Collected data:
◇ ◇ ◇
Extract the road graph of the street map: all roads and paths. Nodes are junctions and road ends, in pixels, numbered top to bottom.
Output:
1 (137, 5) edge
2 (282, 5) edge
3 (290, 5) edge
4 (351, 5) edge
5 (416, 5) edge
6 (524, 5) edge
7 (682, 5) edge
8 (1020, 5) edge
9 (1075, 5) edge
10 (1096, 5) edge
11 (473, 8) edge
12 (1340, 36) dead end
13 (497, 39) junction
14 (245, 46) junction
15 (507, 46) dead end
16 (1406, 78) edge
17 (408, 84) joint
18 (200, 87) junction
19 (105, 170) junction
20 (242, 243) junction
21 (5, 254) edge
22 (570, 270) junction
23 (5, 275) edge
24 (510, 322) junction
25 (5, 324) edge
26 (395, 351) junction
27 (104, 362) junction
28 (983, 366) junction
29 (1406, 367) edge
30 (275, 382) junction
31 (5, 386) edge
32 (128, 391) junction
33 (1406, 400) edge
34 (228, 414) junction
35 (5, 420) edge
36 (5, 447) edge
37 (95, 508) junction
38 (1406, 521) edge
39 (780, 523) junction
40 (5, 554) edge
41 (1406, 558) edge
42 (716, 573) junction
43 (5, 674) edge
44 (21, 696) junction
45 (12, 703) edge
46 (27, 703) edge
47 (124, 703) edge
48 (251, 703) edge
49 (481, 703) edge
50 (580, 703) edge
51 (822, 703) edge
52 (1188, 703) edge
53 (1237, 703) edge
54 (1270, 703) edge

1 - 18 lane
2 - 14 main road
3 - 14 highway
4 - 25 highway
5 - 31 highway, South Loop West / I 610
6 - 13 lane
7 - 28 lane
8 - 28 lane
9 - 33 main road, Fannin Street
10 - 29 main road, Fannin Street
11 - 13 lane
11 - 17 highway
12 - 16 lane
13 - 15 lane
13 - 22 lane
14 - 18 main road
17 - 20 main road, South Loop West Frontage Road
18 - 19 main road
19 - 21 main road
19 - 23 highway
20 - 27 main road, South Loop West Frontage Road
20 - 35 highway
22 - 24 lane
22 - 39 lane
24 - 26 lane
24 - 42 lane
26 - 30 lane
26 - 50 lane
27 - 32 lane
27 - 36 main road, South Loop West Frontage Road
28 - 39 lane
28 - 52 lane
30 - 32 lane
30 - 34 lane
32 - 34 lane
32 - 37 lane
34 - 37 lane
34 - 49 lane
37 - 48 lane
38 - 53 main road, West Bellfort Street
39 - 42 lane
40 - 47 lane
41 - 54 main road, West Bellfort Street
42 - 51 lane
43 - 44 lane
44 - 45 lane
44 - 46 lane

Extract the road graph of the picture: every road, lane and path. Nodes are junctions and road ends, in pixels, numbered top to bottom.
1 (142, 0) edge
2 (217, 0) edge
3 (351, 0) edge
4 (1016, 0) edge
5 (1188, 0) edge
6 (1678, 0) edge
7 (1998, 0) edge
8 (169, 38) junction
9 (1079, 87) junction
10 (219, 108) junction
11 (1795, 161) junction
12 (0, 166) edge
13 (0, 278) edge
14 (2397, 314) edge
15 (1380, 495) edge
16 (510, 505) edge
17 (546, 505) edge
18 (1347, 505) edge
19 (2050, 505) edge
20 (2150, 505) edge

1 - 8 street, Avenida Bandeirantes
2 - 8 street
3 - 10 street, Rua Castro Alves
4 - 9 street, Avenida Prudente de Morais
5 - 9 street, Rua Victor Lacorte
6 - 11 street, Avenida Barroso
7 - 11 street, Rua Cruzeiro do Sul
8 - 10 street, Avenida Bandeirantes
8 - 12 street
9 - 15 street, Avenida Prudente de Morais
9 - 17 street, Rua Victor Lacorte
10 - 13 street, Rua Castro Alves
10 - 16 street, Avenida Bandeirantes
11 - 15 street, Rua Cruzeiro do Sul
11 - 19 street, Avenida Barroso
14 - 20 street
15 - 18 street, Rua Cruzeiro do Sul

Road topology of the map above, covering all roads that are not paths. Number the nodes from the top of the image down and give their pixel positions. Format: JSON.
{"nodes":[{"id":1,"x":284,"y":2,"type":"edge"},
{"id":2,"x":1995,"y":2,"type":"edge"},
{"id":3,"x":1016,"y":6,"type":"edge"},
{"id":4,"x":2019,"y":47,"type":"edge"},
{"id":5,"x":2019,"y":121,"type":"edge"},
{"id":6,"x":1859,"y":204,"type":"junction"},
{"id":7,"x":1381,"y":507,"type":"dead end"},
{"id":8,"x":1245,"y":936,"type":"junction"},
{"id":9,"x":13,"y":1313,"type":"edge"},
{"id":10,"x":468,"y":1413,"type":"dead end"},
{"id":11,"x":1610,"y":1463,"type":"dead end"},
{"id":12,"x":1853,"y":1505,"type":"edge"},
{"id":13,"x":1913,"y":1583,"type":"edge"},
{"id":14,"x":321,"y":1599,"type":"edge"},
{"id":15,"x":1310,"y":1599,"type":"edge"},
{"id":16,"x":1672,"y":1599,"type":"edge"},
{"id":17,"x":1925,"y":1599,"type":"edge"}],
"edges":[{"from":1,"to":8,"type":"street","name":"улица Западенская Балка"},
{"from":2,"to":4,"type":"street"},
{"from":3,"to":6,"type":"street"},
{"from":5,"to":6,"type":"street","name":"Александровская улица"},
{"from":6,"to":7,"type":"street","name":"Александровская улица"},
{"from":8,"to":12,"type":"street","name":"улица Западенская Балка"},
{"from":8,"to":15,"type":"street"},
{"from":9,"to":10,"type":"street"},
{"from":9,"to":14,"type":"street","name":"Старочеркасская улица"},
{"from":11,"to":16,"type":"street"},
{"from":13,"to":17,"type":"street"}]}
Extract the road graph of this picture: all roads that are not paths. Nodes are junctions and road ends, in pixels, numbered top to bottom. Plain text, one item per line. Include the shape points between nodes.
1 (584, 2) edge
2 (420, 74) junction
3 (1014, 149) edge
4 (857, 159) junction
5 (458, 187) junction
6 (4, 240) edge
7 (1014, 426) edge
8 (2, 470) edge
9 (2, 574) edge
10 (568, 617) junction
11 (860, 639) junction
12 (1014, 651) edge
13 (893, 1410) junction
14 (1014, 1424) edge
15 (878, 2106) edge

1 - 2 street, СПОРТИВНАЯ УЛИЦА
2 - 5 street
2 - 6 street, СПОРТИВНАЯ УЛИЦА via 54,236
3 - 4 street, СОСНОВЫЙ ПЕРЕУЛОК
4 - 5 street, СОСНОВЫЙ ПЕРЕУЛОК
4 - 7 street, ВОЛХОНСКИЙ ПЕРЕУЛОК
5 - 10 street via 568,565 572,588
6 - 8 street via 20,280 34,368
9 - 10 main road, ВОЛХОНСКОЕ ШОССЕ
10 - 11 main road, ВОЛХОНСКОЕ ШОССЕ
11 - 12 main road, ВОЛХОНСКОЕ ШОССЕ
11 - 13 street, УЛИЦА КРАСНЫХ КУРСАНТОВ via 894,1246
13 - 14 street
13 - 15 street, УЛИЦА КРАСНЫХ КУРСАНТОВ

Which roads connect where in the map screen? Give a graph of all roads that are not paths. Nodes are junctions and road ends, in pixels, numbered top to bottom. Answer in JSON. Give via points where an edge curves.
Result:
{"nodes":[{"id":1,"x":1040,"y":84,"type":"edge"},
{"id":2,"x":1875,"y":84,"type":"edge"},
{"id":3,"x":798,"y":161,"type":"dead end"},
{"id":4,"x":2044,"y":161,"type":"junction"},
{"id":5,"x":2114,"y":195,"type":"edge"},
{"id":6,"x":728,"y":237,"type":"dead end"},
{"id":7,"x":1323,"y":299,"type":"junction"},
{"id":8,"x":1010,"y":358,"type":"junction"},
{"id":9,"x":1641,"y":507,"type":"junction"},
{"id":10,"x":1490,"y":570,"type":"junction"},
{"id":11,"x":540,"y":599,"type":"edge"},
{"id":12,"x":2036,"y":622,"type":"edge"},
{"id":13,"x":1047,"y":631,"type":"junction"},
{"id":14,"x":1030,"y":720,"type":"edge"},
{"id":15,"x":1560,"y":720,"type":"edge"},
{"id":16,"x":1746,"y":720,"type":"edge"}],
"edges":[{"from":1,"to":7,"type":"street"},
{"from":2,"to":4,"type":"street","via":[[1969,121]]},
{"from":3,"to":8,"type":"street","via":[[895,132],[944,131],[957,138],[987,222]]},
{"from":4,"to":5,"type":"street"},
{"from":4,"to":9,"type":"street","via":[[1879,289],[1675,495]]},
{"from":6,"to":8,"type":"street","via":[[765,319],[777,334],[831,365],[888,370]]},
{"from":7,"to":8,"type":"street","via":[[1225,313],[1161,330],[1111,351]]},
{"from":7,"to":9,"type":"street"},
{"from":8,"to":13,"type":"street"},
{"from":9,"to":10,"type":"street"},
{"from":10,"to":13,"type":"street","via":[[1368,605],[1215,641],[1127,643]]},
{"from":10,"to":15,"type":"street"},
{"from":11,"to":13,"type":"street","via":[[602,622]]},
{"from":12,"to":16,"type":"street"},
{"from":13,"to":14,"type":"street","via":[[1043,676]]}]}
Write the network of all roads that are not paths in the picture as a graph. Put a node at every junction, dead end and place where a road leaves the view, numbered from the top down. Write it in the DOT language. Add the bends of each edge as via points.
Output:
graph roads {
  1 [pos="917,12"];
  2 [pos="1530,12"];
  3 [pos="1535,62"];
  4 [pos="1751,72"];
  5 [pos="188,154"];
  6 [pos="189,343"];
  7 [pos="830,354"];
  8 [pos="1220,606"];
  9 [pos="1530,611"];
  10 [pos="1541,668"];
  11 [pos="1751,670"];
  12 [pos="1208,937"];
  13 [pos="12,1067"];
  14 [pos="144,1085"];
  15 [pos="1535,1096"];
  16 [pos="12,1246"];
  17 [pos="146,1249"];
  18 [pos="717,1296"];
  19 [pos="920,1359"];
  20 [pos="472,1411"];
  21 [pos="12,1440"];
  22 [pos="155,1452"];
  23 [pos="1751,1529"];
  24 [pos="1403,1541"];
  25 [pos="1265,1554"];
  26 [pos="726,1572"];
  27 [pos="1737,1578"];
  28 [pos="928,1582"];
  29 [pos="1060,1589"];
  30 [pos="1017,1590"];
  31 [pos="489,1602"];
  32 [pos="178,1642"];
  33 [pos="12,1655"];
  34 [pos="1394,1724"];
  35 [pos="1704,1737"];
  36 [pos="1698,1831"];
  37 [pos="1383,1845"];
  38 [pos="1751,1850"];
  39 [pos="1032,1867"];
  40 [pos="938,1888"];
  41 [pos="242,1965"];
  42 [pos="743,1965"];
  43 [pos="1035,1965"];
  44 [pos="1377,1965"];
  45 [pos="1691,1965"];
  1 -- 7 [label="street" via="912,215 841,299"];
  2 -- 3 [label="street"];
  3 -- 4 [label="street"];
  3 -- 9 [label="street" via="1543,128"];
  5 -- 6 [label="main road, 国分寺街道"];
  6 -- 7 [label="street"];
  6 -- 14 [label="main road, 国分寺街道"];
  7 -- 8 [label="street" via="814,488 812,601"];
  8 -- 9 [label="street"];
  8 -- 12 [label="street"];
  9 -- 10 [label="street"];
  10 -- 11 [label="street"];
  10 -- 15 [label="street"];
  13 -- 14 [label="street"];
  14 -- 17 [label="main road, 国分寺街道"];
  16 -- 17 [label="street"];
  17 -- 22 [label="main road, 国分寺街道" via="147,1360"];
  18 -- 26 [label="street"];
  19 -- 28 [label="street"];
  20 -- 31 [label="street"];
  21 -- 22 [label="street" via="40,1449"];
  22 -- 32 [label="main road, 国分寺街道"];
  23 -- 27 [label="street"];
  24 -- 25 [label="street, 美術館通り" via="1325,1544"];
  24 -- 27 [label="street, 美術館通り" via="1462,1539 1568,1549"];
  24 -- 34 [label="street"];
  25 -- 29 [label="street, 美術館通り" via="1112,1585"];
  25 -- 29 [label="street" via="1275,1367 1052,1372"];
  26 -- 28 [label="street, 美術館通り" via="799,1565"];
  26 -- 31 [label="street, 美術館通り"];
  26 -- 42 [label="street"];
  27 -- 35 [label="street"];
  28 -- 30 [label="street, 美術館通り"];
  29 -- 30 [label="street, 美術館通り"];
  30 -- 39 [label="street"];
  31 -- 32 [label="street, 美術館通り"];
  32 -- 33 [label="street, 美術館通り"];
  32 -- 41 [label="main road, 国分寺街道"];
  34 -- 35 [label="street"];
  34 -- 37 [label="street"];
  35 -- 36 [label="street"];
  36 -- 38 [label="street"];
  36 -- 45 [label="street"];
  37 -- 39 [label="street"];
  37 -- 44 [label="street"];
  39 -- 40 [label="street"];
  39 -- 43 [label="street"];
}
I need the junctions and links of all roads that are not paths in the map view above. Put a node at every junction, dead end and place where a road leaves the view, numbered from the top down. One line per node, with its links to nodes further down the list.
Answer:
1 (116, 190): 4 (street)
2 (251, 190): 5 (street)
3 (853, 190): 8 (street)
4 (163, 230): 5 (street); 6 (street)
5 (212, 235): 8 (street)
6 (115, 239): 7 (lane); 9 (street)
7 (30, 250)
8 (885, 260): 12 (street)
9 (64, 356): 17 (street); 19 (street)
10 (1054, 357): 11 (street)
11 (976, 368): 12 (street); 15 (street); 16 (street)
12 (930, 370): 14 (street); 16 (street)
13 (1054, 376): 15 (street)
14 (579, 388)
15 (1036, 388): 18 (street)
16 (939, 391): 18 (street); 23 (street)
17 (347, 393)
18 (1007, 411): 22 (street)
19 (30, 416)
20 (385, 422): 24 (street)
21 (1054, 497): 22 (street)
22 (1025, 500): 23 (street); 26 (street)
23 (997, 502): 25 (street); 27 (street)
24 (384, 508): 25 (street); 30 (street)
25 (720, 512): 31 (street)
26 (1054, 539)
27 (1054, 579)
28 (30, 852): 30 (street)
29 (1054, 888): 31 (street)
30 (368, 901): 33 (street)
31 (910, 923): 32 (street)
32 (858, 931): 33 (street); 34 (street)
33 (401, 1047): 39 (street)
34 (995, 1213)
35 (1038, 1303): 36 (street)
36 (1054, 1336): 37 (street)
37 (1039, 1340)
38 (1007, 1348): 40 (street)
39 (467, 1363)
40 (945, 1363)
◇ ◇ ◇
TASK ITEM: Which lines above hold the string "Answer"? Copy each of them.

RESPONSE FOR THIS EXERCISE:
Which roads connect where in the map screen? Give a graph of all roads that are not paths. Nodes are junctions and road ends, in pixels, numbered top to bottom. Answer in JSON. Give via points where an edge curves.
Answer:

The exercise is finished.